13 Package data
When developing a software package, an excellent practice is to give a comprehensive illustration of the methods in the package using an existing experiment data package, annotation data or data in the ExperimentHub or AnnotationHub, or submitting new data to those resources yourself.
If existing data is not available or applicable, or a new smaller dataset is needed for examples in the package, data can be included either as a separate data package (for larger amounts of data) or within the package (for smaller datasets).
The Bioconductor Build system does not support git-lfs. This is not a current option for storing large data. Large data sets must be included through the ExperimentHub. See additional information at Create A Hub Package.
13.1 Experiment Data Package
Experimental data packages contain data specific to a particular analysis or experiment. They often accompany a software package for use in the examples and vignettes and in general are not updated regularly. If you need a general subset of data for workflows or examples first check the AnnotationHub resource for available files (e.g., BAM, FASTA, BigWig, etc.) or ExperimentHub for more processed and predefined Bioconductor class structures.
Bioconductor strongly encourages creating an experiment data package that utilizes ExperimentHub or AnnotationHub (See Create A Hub Package) but a traditional package that encapsulates the data is also acceptable with pre-approval from the bioc-devel mailing list.
See the Package Submission guidelines for further submission procedures and if submitting related or circular dependent packages please read related package submission procedure
13.2 Adding Data to Existing Package
Bioconductor strongly encourages the use of existing datasets, but if not available data can be included directly in the package for use in the examples found in man pages, vignettes, and tests of your package. This is a good reference by Hadley Wickham about package data.
However, as mentioned in The DESCRIPTION file chapter,
Bioconductor does not encourage using LazyData: True
despite its
recommendation in this article.
Note. You might have to modify the usage section with @usage data("mydata")
Some key points are summarized in the following sections.
13.2.1 Exported Data and the data/
directory
Data in data/
is exported to the user and readily available.
It is made available in an session through the use of data()
.
It will require documentation concerning its creation and source information.
It is most often a .RData
file created with save()
but other types are acceptable as well, see ?data()
.
Please remember to compress the data.
For packages that need to use documented data within a function, we recommend
creating an environment for holding the data to avoid polluting the
global environment when using data()
.
data_env <- new.env(parent = emptyenv())
data("mydata", envir = data_env, package = "mypackage")

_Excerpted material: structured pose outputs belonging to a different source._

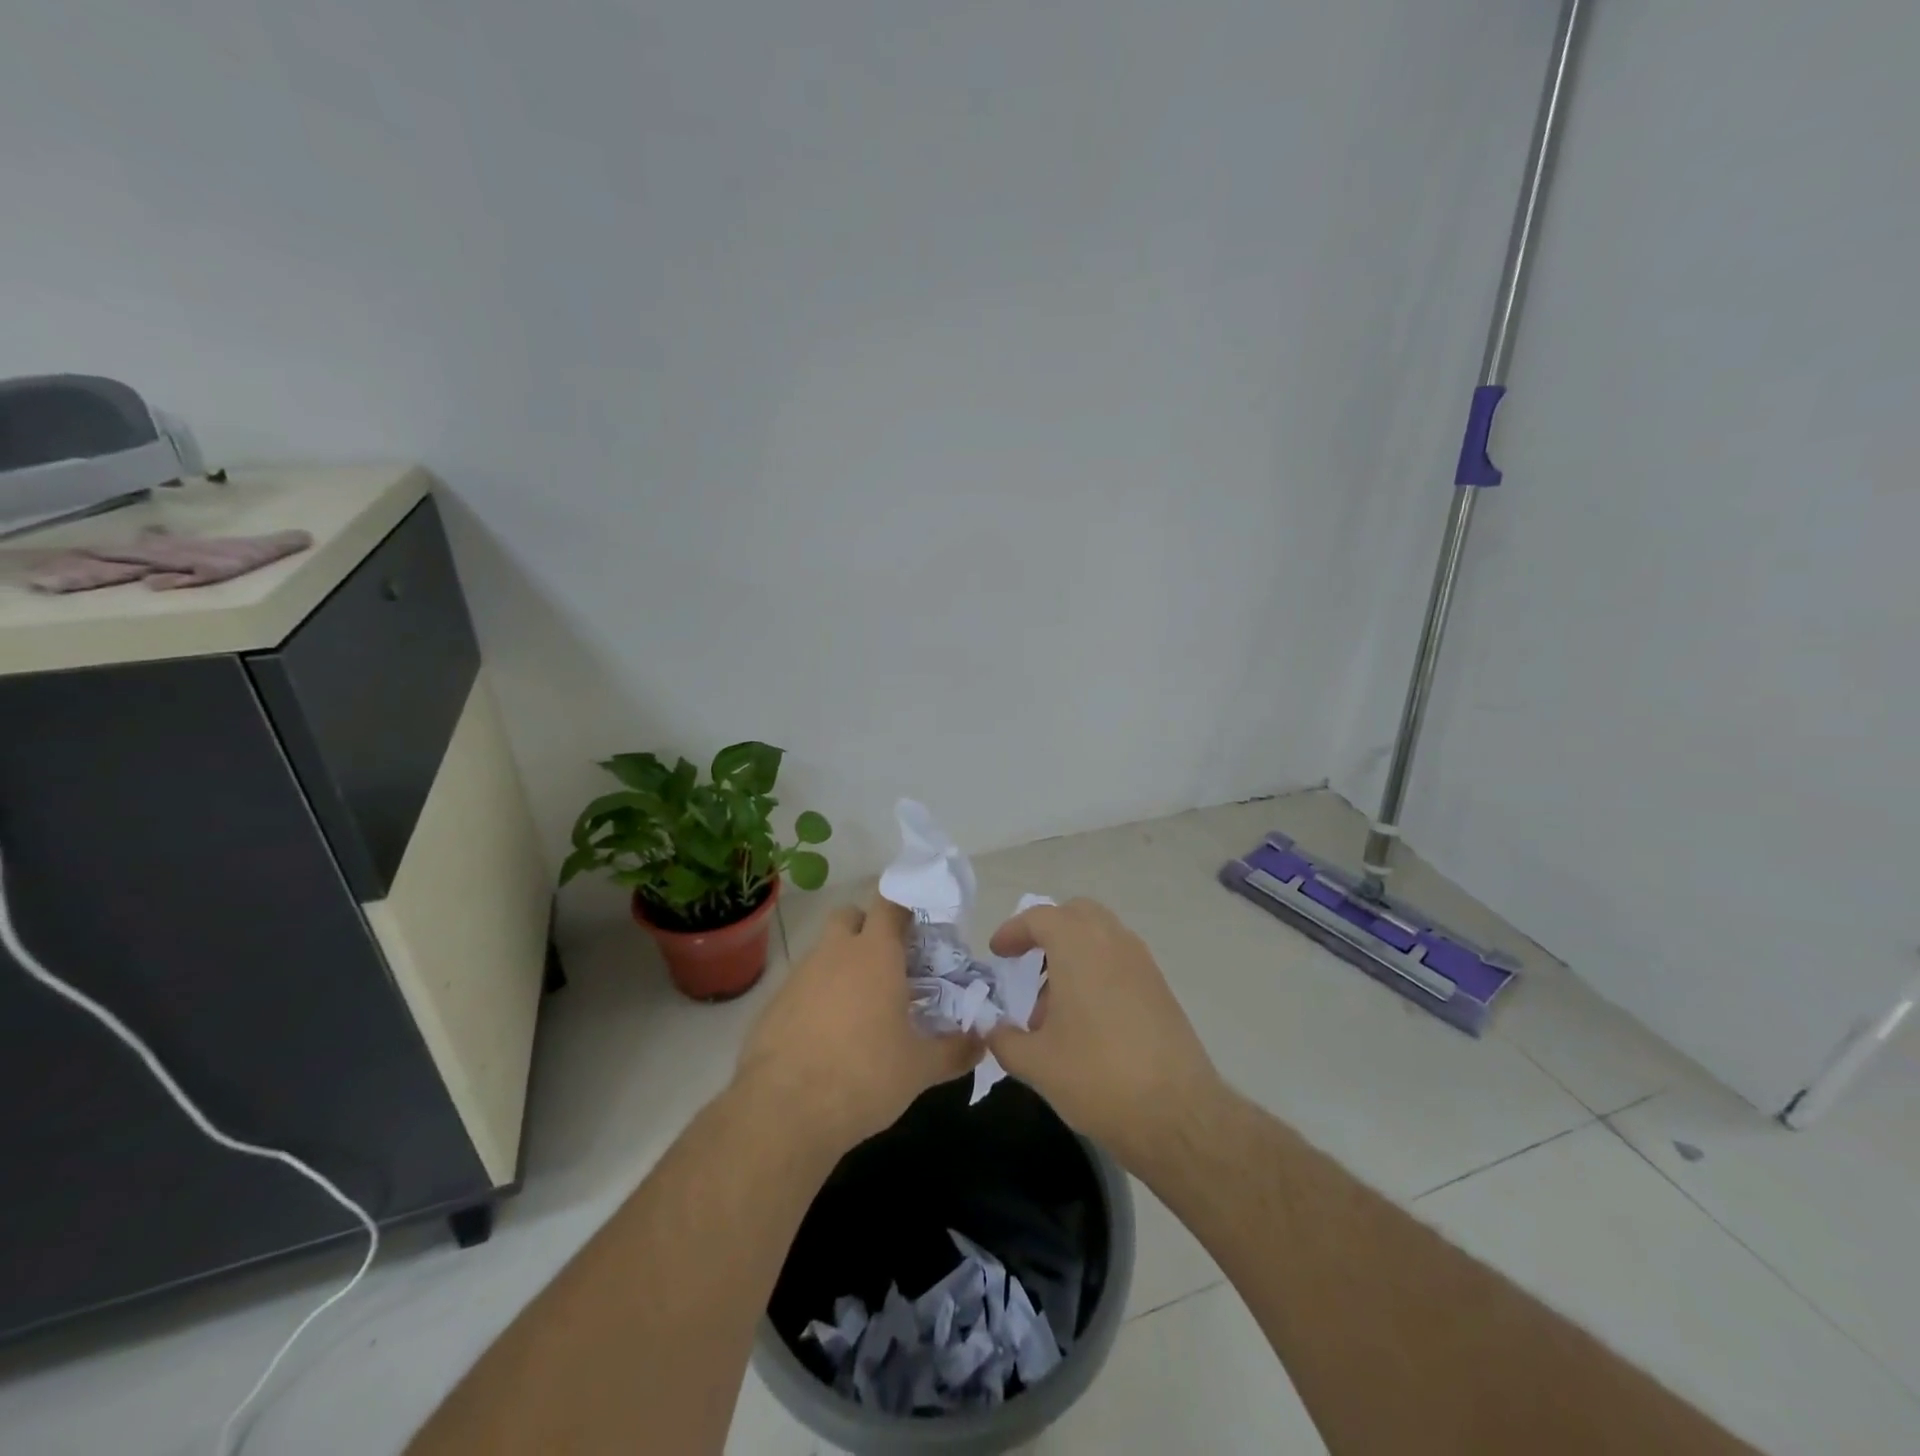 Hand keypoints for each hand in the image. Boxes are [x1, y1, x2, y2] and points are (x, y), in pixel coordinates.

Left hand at [734, 891, 980, 1156]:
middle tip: (890, 965)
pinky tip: (829, 1037)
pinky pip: (803, 985)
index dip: (906, 909)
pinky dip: (818, 997)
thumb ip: (955, 1050)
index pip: (890, 904)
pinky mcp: (774, 1003)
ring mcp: (800, 975)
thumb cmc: (864, 1076)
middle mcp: (835, 952)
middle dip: (868, 929)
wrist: (783, 1111)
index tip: (921, 929)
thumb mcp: (919, 1069)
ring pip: (824, 951)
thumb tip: (982, 1043)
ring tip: (863, 1009)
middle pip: (850, 917)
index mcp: (875, 953)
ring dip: (842, 966)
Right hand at [984, 897, 1224, 1169]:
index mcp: (1078, 945)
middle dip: (1048, 932)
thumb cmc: (1097, 1076)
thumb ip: (1005, 1039)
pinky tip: (1085, 1021)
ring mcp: (1142, 962)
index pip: (1039, 917)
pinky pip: (1120, 961)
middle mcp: (1112, 941)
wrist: (1177, 1113)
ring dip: (1073, 955)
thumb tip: (992, 1029)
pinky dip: (1097, 972)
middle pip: (1075, 915)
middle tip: (1028, 964)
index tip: (998, 953)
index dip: (1014, 931)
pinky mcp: (1160, 988)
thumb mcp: (1036, 1063)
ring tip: (1053, 1008)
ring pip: (1101, 937)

mydata <- data_env[["mydata"]]
Here we create a new and empty environment. Extract the data within the environment and finally extract the data object from the environment using double brackets.
13.2.2 Raw Data and the inst/extdata/
directory
It is often desirable to show a workflow which involves the parsing or loading of raw files. Bioconductor recommends finding existing raw data already provided in another package or the hubs as previously stated.
However, if this is not applicable, raw data files should be included in the
inst/extdata
directory. Files of these type are often accessed utilizing
system.file()
. Bioconductor requires documentation on these files in an
inst/scripts/
directory. See data documentation.
13.2.3 Internal data
Rarely, a package may require parsed data that is used internal but should not
be exported to the user. An R/sysdata.rda
is often the best place to include
this type of data. Proper documentation of the data will be required.
13.2.4 Other data
Downloads of files and external data from the web should be avoided.
If it is necessary, at minimum the files should be cached.
See BiocFileCache for Bioconductor recommended package
for caching of files. If a maintainer creates their own caching directory, it
should utilize standard caching directories tools::R_user_dir(package, which="cache")
. It is not allowed to download or write any files to a users
home directory, working directory, or installed package directory. Files should
be cached as stated above with BiocFileCache
(preferred) or R_user_dir
or
tempdir()/tempfile()
if files should not be persistent. Please also see
sections on querying web resources and file
downloads.